(Record extracts Opens)
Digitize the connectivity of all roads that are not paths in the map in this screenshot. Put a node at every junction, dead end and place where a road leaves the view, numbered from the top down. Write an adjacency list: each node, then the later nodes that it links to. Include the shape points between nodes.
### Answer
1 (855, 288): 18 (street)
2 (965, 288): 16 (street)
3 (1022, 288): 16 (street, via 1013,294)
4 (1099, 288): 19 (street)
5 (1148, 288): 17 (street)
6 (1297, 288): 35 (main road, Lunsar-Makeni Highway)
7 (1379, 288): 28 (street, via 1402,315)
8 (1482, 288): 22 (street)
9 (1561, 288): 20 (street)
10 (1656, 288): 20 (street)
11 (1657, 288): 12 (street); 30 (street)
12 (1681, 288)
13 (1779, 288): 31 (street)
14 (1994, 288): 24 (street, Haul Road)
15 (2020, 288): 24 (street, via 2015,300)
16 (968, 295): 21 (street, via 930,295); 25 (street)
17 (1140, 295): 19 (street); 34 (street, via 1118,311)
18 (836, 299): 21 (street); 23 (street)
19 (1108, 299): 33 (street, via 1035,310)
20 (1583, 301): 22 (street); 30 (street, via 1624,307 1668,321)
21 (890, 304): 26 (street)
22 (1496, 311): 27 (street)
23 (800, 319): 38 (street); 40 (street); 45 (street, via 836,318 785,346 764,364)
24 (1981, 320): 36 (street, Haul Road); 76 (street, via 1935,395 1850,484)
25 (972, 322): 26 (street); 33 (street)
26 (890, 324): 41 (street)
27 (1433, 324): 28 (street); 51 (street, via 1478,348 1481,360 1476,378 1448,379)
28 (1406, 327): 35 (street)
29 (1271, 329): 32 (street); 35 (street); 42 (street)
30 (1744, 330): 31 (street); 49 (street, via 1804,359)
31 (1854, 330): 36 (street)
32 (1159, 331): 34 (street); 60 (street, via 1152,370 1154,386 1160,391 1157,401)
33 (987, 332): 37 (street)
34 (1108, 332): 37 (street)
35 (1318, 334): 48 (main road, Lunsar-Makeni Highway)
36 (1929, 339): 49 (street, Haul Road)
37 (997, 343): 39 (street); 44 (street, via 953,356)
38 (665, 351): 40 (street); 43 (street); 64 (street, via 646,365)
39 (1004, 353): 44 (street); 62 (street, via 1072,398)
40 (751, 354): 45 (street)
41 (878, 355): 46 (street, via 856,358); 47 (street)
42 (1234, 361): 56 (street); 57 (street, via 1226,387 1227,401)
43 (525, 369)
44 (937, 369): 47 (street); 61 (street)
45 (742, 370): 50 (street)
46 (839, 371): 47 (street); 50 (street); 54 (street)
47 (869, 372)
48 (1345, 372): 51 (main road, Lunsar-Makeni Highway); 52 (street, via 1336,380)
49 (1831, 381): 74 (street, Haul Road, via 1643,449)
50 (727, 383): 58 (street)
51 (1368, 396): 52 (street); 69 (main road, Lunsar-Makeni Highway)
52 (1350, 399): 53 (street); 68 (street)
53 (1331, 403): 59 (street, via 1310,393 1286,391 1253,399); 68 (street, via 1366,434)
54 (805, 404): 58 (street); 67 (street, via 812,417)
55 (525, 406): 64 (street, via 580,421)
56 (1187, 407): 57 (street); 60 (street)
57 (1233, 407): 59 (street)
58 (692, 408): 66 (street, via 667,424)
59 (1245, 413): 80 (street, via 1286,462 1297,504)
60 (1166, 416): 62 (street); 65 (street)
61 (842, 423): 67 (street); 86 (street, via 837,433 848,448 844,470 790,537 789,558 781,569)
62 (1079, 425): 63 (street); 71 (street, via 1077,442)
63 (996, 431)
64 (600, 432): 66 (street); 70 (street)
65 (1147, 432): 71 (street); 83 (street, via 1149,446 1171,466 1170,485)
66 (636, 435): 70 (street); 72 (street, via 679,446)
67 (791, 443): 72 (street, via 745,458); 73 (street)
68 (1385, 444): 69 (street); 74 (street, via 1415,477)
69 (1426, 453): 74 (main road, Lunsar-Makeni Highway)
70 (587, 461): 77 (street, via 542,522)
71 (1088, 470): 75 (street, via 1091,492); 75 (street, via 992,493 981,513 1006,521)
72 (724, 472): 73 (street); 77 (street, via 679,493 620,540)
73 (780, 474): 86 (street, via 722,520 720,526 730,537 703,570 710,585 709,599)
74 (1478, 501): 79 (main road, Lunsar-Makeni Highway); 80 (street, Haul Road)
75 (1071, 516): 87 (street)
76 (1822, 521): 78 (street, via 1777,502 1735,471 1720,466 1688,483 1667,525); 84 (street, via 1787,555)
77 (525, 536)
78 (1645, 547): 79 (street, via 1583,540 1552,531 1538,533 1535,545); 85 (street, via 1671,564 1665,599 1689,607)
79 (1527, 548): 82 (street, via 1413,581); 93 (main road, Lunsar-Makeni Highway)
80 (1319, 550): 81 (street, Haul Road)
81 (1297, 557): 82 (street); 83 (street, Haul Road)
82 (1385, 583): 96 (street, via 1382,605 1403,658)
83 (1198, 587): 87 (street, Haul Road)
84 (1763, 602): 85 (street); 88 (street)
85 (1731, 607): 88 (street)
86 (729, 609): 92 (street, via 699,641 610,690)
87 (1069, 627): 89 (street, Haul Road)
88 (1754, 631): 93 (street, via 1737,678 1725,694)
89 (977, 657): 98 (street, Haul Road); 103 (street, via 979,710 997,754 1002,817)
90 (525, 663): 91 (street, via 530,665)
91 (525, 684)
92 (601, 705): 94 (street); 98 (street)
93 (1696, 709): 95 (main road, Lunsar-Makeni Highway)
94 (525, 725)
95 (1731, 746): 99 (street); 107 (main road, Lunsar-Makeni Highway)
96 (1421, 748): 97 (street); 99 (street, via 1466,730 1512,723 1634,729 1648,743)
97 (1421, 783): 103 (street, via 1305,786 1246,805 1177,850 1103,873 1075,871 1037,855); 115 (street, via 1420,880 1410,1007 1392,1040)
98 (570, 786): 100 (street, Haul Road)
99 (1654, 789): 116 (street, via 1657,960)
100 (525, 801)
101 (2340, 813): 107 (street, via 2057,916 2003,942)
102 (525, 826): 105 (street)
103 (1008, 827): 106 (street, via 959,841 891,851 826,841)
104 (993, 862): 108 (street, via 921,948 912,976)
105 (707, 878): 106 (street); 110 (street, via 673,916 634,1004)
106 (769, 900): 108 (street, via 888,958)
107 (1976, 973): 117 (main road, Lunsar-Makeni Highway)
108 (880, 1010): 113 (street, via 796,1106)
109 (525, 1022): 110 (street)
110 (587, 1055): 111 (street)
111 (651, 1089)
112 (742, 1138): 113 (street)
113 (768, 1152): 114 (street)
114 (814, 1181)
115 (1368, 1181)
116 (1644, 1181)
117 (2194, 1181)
(Record extracts Closes)
_What to work on_
All of the data above needs to be set down again exactly. Include every line.

_Answer to this exercise_
Digitize the connectivity of all roads that are not paths in the map in this screenshot. Put a node at every junction, dead end and place where a road leaves the view, numbered from the top down. Write an adjacency list: each node, then the later nodes that it links to. Include the shape points between nodes.
### Answer
1 (855, 288): 18 (street)
2 (965, 288): 16 (street)
3 (1022, 288): 16 (street, via 1013,294)
4 (1099, 288): 19 (street)
5 (1148, 288): 17 (street)
6 (1297, 288): 35 (main road, Lunsar-Makeni Highway)
7 (1379, 288): 28 (street, via 1402,315)
8 (1482, 288): 22 (street)
9 (1561, 288): 20 (street)
10 (1656, 288): 20 (street)
11 (1657, 288): 12 (street); 30 (street)
12 (1681, 288)
13 (1779, 288): 31 (street)
14 (1994, 288): 24 (street, Haul Road)
15 (2020, 288): 24 (street, via 2015,300)
16 (968, 295): 21 (street, via 930,295); 25 (street)
17 (1140, 295): 19 (street); 34 (street, via 1118,311)
18 (836, 299): 21 (street); 23 (street)
19 (1108, 299): 33 (street, via 1035,310)
20 (1583, 301): 22 (street); 30 (street, via 1624,307 1668,321)
21 (890, 304): 26 (street)
22 (1496, 311): 27 (street)
23 (800, 319): 38 (street); 40 (street); 45 (street, via 836,318 785,346 764,364)
24 (1981, 320): 36 (street, Haul Road); 76 (street, via 1935,395 1850,484)
25 (972, 322): 26 (street); 33 (street)
26 (890, 324): 41 (street)
27 (1433, 324): 28 (street); 51 (street, via 1478,348 1481,360 1476,378 1448,379)
28 (1406, 327): 35 (street)
29 (1271, 329): 32 (street); 35 (street); 42 (street)
30 (1744, 330): 31 (street); 49 (street, via 1804,359)
31 (1854, 330): 36 (street)
32 (1159, 331): 34 (street); 60 (street, via 1152,370 1154,386 1160,391 1157,401)
33 (987, 332): 37 (street)
34 (1108, 332): 37 (street)
35 (1318, 334): 48 (main road, Lunsar-Makeni Highway)
36 (1929, 339): 49 (street, Haul Road)
37 (997, 343): 39 (street); 44 (street, via 953,356)
38 (665, 351): 40 (street); 43 (street); 64 (street, via 646,365)
39 (1004, 353): 44 (street); 62 (street, via 1072,398)
40 (751, 354): 45 (street)
41 (878, 355): 46 (street, via 856,358); 47 (street)
42 (1234, 361): 56 (street); 57 (street, via 1226,387 1227,401)
43 (525, 369)
44 (937, 369): 47 (street); 61 (street)
45 (742, 370): 50 (street)
46 (839, 371): 47 (street); 50 (street); 54 (street)
47 (869, 372)
48 (1345, 372): 51 (main road, Lunsar-Makeni Highway); 52 (street, via 1336,380)
49 (1831, 381): 74 (street, Haul Road, via 1643,449)
50 (727, 383): 58 (street)
51 (1368, 396): 52 (street); 69 (main road, Lunsar-Makeni Highway)
52 (1350, 399): 53 (street); 68 (street)
53 (1331, 403): 59 (street, via 1310,393 1286,391 1253,399); 68 (street, via 1366,434)
54 (805, 404): 58 (street); 67 (street, via 812,417)
55 (525, 406): 64 (street, via 580,421)
56 (1187, 407): 57 (street); 60 (street)
57 (1233, 407): 59 (street)
58 (692, 408): 66 (street, via 667,424)
59 (1245, 413): 80 (street, via 1286,462 1297,504)
60 (1166, 416): 62 (street); 65 (street)
61 (842, 423): 67 (street); 86 (street, via 837,433 848,448 844,470 790,537 789,558 781,569)
62 (1079, 425): 63 (street); 71 (street, via 1077,442)
63 (996, 431)
64 (600, 432): 66 (street); 70 (street)
65 (1147, 432): 71 (street); 83 (street, via 1149,446 1171,466 1170,485)
66 (636, 435): 70 (street); 72 (street, via 679,446)
67 (791, 443): 72 (street, via 745,458); 73 (street)
68 (1385, 444): 69 (street); 74 (street, via 1415,477)
69 (1426, 453): 74 (main road, Lunsar-Makeni Highway)
70 (587, 461): 77 (street, via 542,522)
71 (1088, 470): 75 (street, via 1091,492); 75 (street, via 992,493 981,513 1006,521)
72 (724, 472): 73 (street); 77 (street, via 679,493 620,540)
73 (780, 474): 86 (street, via 722,520 720,526 730,537 703,570 710,585 709,599)
74 (1478, 501): 79 (main road, Lunsar-Makeni Highway); 80 (street, Haul Road)
75 (1071, 516): 87 (street)
76 (1822, 521): 78 (street, via 1777,502 1735,471 1720,466 1688,483 1667,525); 84 (street, via 1787,555)
77 (525, 536)
78 (1645, 547): 79 (street, via 1583,540 1552,531 1538,533 1535,545); 85 (street, via 1671,564 1665,599 1689,607)
79 (1527, 548): 82 (street, via 1413,581); 93 (main road, Lunsar-Makeni Highway)
80 (1319, 550): 81 (street, Haul Road)
81 (1297, 557): 82 (street); 83 (street, Haul Road)
82 (1385, 583): 96 (street, via 1382,605 1403,658)
83 (1198, 587): 87 (street, Haul Road)
84 (1763, 602): 85 (street); 88 (street)
85 (1731, 607): 88 (street)
86 (729, 609): 92 (street, via 699,641 610,690)
87 (1069, 627): 89 (street, Haul Road)
88 (1754, 631): 93 (street, via 1737,678 1725,694)
89 (977, 657): 98 (street, Haul Road); 103 (street, via 979,710 997,754 1002,817)
90 (525, 663): 91 (street, via 530,665)
91 (525, 684)
92 (601, 705): 94 (street); 98 (street)
93 (1696, 709): 95 (main road, Lunsar-Makeni Highway)
94 (525, 725)
95 (1731, 746): 99 (street); 107 (main road, Lunsar-Makeni Highway)
96 (1421, 748): 97 (street); 99 (street, via 1466,730 1512,723 1634,729 1648,743)
97 (1421, 783): 103 (street, via 1305,786 1246,805 1177,850 1103,873 1075,871 1037,855); 115 (street, via 1420,880 1410,1007 1392,1040)
98 (570, 786): 100 (street, Haul Road)
99 (1654, 789): 116 (street, via 1657,960)
100 (525, 801)
101 (2340, 813): 107 (street, via 2057,916 2003,942)
102 (525, 826): 105 (street)
103 (1008, 827): 106 (street, via 959,841 891,851 826,841)
104 (993, 862): 108 (street, via 921,948 912,976)
105 (707, 878): 106 (street); 110 (street, via 673,916 634,1004)
106 (769, 900): 108 (street, via 888,958)
107 (1976, 973): 117 (main road, Lunsar-Makeni Highway)
108 (880, 1010): 113 (street, via 796,1106)
109 (525, 1022): 110 (street)
110 (587, 1055): 111 (street)
111 (651, 1089)
112 (742, 1138): 113 (street)
113 (768, 1152): 114 (street)
114 (814, 1181)
115 (1368, 1181)
116 (1644, 1181)
117 (2194, 1181)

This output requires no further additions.